## Directions for this task
What the task requires is each entry, restated exactly.

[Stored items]

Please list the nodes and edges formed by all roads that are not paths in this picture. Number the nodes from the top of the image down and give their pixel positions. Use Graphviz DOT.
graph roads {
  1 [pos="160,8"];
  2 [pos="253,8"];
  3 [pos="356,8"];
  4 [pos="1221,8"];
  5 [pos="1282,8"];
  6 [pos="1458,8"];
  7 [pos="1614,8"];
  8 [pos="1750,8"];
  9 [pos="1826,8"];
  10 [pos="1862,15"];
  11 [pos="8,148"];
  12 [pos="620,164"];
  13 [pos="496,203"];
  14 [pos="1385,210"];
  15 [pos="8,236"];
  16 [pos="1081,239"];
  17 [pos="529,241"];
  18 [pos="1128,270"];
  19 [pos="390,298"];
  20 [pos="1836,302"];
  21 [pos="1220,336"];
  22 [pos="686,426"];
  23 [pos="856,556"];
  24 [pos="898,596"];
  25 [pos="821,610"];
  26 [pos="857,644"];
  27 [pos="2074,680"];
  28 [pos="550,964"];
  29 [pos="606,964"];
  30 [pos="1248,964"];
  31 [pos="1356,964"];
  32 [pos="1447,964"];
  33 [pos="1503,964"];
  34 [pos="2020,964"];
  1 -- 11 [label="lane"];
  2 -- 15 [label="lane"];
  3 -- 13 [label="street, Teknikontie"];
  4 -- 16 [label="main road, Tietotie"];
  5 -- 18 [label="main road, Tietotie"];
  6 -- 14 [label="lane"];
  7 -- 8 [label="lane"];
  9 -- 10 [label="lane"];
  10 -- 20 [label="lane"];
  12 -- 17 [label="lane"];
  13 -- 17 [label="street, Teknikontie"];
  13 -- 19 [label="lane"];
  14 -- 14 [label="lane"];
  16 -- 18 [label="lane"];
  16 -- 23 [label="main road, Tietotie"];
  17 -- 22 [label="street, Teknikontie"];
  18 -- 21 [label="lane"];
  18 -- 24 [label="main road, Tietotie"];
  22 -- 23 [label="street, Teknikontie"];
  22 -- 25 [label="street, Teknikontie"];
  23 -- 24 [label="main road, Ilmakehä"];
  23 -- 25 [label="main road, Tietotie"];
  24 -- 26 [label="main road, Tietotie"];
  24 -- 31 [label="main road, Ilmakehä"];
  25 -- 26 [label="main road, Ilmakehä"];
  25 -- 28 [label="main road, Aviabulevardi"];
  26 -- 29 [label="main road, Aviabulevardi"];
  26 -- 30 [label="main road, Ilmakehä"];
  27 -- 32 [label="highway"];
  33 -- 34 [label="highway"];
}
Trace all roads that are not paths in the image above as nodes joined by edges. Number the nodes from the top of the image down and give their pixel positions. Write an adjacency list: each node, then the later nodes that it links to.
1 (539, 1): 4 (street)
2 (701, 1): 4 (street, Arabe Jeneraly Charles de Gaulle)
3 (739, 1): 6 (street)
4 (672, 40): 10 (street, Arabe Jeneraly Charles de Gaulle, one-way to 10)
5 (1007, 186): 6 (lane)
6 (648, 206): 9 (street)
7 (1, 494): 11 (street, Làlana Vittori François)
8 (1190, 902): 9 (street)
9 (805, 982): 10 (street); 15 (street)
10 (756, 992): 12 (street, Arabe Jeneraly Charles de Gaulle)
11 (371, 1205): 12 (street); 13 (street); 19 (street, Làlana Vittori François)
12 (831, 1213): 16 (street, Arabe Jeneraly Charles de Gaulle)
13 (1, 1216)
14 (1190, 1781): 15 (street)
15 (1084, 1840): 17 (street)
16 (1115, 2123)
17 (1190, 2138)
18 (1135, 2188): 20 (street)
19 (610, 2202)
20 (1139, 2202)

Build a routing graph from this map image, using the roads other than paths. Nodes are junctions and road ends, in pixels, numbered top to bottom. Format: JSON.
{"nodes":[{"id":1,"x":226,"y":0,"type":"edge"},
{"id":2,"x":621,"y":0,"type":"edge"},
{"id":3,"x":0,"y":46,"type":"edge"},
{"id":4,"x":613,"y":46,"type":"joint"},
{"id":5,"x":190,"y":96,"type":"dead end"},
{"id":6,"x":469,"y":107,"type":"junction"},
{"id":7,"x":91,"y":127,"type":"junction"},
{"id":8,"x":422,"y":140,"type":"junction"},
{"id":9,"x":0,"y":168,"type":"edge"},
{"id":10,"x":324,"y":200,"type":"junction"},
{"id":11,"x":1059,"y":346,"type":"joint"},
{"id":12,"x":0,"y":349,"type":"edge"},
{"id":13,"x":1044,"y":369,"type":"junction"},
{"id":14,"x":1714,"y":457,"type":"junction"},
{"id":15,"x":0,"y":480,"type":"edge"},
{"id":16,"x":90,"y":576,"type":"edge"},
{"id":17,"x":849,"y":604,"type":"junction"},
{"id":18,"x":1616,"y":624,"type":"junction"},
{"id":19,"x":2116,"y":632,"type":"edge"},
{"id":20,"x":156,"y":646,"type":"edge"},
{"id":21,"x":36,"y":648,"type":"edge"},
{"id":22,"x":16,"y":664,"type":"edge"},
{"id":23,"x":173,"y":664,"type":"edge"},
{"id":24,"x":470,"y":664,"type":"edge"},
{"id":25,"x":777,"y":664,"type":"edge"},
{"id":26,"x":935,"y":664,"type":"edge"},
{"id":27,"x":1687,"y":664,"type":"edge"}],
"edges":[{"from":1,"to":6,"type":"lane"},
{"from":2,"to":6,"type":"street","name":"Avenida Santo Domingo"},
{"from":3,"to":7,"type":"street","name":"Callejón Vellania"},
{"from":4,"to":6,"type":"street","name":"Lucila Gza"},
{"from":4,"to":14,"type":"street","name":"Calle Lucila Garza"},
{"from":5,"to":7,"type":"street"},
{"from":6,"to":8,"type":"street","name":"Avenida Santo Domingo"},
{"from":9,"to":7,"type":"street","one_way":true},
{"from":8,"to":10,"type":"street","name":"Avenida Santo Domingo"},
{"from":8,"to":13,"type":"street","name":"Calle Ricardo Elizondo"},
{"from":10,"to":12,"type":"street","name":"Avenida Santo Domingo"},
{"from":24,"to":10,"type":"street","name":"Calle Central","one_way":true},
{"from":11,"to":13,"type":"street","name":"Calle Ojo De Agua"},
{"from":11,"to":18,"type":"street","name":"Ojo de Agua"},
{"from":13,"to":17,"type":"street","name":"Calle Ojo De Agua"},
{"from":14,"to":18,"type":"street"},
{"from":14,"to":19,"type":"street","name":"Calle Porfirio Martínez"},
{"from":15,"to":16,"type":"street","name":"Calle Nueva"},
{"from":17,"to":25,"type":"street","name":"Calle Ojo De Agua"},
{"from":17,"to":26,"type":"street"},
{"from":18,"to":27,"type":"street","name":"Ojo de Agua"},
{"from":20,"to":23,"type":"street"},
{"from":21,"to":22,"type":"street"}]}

## Your solution
Please list the nodes and edges formed by all roads that are not paths in this picture. Number the nodes from the top of the image down and give their pixel positions. Use Graphviz DOT.
graph roads {
  1 [pos="160,8"];
  2 [pos="253,8"];
  3 [pos="356,8"];
  4 [pos="1221,8"];
  5 [pos="1282,8"];
  6 [pos="1458,8"];
  7 [pos="1614,8"];
  8 [pos="1750,8"];
  9 [pos="1826,8"];
  10 [pos="1862,15"];
  11 [pos="8,148"];
  12 [pos="620,164"];
  13 [pos="496,203"];
  14 [pos="1385,210"];
  15 [pos="8,236"];
  16 [pos="1081,239"];
  17 [pos="529,241"];
  18 [pos="1128,270"];
  19 [pos="390,298"];
  20 [pos="1836,302"];
  21 [pos="1220,336"];
  22 [pos="686,426"];
  23 [pos="856,556"];
  24 [pos="898,596"];
  25 [pos="821,610"];
  26 [pos="857,644"];
  27 [pos="2074,680"];
  28 [pos="550,964"];
  29 [pos="606,964"];
  30 [pos="1248,964"];
  31 [pos="1356,964"];
  32 [pos="1447,964"];
  33 [pos="1503,964"];
  34 [pos="2020,964"];
  1 -- 11 [label="lane"];
  2 -- 15 [label="lane"];
  3 -- 13 [label="street, Teknikontie"];
  4 -- 16 [label="main road, Tietotie"];
  5 -- 18 [label="main road, Tietotie"];
  6 -- 14 [label="lane"];
  7 -- 8 [label="lane"];
  9 -- 10 [label="lane"];
  10 -- 20 [label="lane"];
  12 -- 17 [label="lane"];
  13 -- 17 [label="street, Teknikontie"];
  13 -- 19 [label="lane"];
  14 -- 14 [label="lane"];
  16 -- 18 [label="lane"];
  16 -- 23 [label="main road, Tietotie"];
  17 -- 22 [label="street, Teknikontie"];
  18 -- 21 [label="lane"];
  18 -- 24 [label="main road, Tietotie"];
  22 -- 23 [label="street, Teknikontie"];
  22 -- 25 [label="street, Teknikontie"];
  23 -- 24 [label="main road, Ilmakehä"];
  23 -- 25 [label="main road, Tietotie"];
  24 -- 26 [label="main road, Tietotie"];
  24 -- 31 [label="main road, Ilmakehä"];
  25 -- 26 [label="main road, Ilmakehä"];
  25 -- 28 [label="main road, Aviabulevardi"];
  26 -- 29 [label="main road, Aviabulevardi"];
  26 -- 30 [label="main road, Ilmakehä"];
  27 -- 32 [label="highway"];
  33 -- 34 [label="highway"];
}
Trace all roads that are not paths in the image above as nodes joined by edges. Number the nodes from the top of the image down and give their pixel positions. Write an adjacency list: each node, then the later nodes that it links to.
1 (539, 1): 4 (street)
2 (701, 1): 4 (street, Arabe Jeneraly Charles de Gaulle)
3 (739, 1): 6 (street)
4 (672, 40): 10 (street, Arabe Jeneraly Charles de Gaulle, one-way to 10)
5 (1007, 186): 6 (lane)
6 (648, 206): 9 (street)
7 (1, 494): 11 (street, Làlana Vittori François)
8 (1190, 902): 9 (street)
9 (805, 982): 10 (street); 15 (street)
10 (756, 992): 12 (street, Arabe Jeneraly Charles de Gaulle)
11 (371, 1205): 12 (street); 13 (street); 19 (street, Làlana Vittori François)
12 (831, 1213): 16 (street, Arabe Jeneraly Charles de Gaulle)
13 (1, 1216)
14 (1190, 1781): 15 (street)
15 (1084, 1840): 17 (street)
16 (1115, 2123)
17 (1190, 2138)
18 (1135, 2188): 20 (street)
19 (610, 2202)
20 (1139, 2202)

Build a routing graph from this map image, using the roads other than paths. Nodes are junctions and road ends, in pixels, numbered top to bottom. Format: JSON.
{"nodes":[{"id":1,"x":226,"y":0,"type":"edge"},
{"id":2,"x":621,"y":0,"type":"edge"},
{"id":3,"x":0,"y":46,"type":"edge"},
{"id":4,"x":613,"y":46,"type":"joint"},
{"id":5,"x":190,"y":96,"type":"dead end"},
{"id":6,"x":469,"y":107,"type":"junction"},
{"id":7,"x":91,"y":127,"type":"junction"},
{"id":8,"x":422,"y":140,"type":"junction"},
{"id":9,"x":0,"y":168,"type":"edge"},
{"id":10,"x":324,"y":200,"type":"junction"},
{"id":11,"x":1059,"y":346,"type":"joint"},
{"id":12,"x":0,"y":349,"type":"edge"},
{"id":13,"x":1044,"y":369,"type":"junction"},
{"id":14,"x":1714,"y":457,"type":"junction"},
{"id":15,"x":0,"y":480,"type":"edge"},
{"id":16,"x":90,"y":576,"type":"edge"},
{"id":17,"x":849,"y":604,"type":"junction"},
{"id":18,"x":1616,"y":624,"type":"junction"},
{"id":19,"x":2116,"y":632,"type":"edge"},
{"id":20,"x":156,"y":646,"type":"edge"},
{"id":21,"x":36,"y":648,"type":"edge"},
{"id":22,"x":16,"y":664,"type":"edge"},
{"id":23,"x":173,"y":664,"type":"edge"},
{"id":24,"x":470,"y":664,"type":"edge"},
{"id":25,"x":777,"y":664,"type":"edge"},
{"id":26,"x":935,"y":664,"type":"edge"},
{"id":27,"x":1687,"y":664,"type":"edge"}],
"edges":[{"from":1,"to":6,"type":"lane"},
{"from":2,"to":6,"type":"street","name":"Avenida Santo Domingo"},
{"from":3,"to":7,"type":"street","name":"Callejón Vellania"},
{"from":4,"to":6,"type":"street","name":"Lucila Gza"},
{"from":4,"to":14,"type":"street","name":"Calle Lucila Garza"},
{"from":5,"to":7,"type":"street"},
{"from":6,"to":8,"type":"street","name":"Avenida Santo Domingo"},
{"from":9,"to":7,"type":"street","one_way":true},
{"from":8,"to":10,"type":"street","name":"Avenida Santo Domingo"},
{"from":8,"to":13,"type":"street","name":"Calle Ricardo Elizondo"},
{"from":10,"to":12,"type":"street","name":"Avenida Santo Domingo"},
{"from":24,"to":10,"type":"street","name":"Calle Central","one_way":true},
{"from":11,"to":13,"type":"street","name":"Calle Ojo De Agua"},
{"from":11,"to":18,"type":"street","name":"Ojo de Agua"},
{"from":13,"to":17,"type":"street","name":"Calle Ojo De Agua"},
{"from":14,"to":18,"type":"street"},
{"from":14,"to":19,"type":"street","name":"Calle Porfirio Martínez"},
{"from":15,"to":16,"type":"street","name":"Calle Nueva"},
{"from":17,"to":25,"type":"street","name":"Calle Ojo De Agua"},
{"from":17,"to":26,"type":"street"},
{"from":18,"to":27,"type":"street","name":"Ojo de Agua"},
{"from":20,"to":23,"type":"street"},
{"from":21,"to":22,"type":"street"}]}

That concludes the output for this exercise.